Material to process:

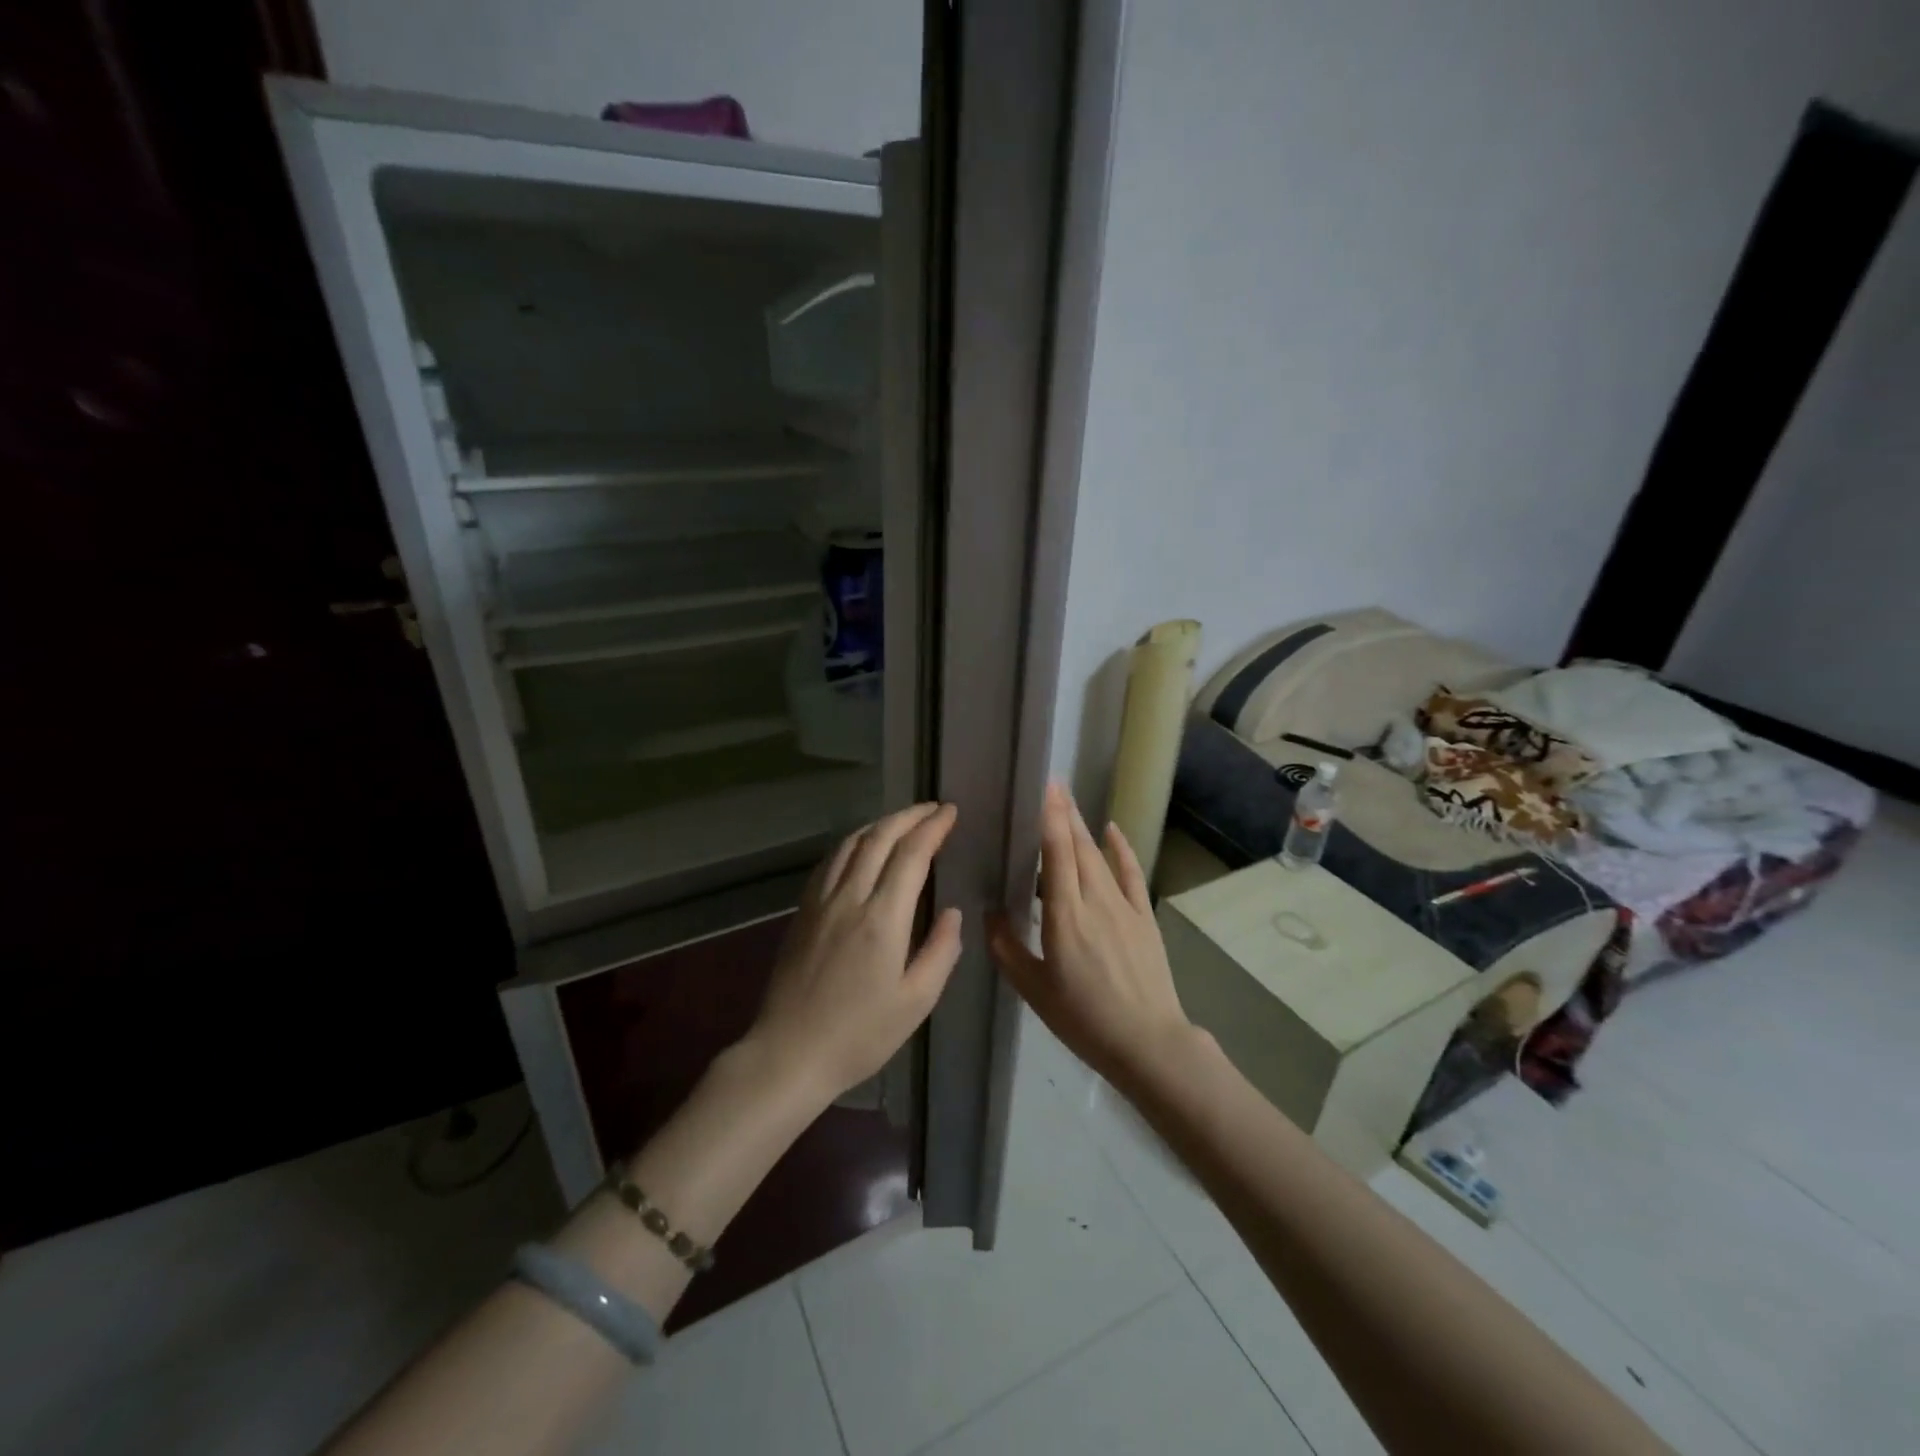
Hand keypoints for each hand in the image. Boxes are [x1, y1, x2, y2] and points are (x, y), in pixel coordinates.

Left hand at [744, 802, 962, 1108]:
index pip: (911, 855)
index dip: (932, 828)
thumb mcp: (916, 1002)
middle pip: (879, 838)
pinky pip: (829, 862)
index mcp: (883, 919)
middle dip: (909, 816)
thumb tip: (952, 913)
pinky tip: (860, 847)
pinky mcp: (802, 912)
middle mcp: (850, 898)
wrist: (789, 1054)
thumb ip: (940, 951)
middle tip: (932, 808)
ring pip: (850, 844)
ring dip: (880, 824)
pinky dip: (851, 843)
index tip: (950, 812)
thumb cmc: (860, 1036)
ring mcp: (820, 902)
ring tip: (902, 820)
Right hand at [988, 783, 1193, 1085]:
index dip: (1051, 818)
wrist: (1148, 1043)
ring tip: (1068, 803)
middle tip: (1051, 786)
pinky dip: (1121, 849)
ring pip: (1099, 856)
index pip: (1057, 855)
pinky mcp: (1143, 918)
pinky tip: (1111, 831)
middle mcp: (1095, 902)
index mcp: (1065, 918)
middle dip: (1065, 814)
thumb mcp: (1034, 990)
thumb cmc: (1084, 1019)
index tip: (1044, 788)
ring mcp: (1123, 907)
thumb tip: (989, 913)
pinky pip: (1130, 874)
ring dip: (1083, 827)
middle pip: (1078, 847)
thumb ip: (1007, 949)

How to complete this task: Count lines above containing "ring" and report only the total.

Expected output: 8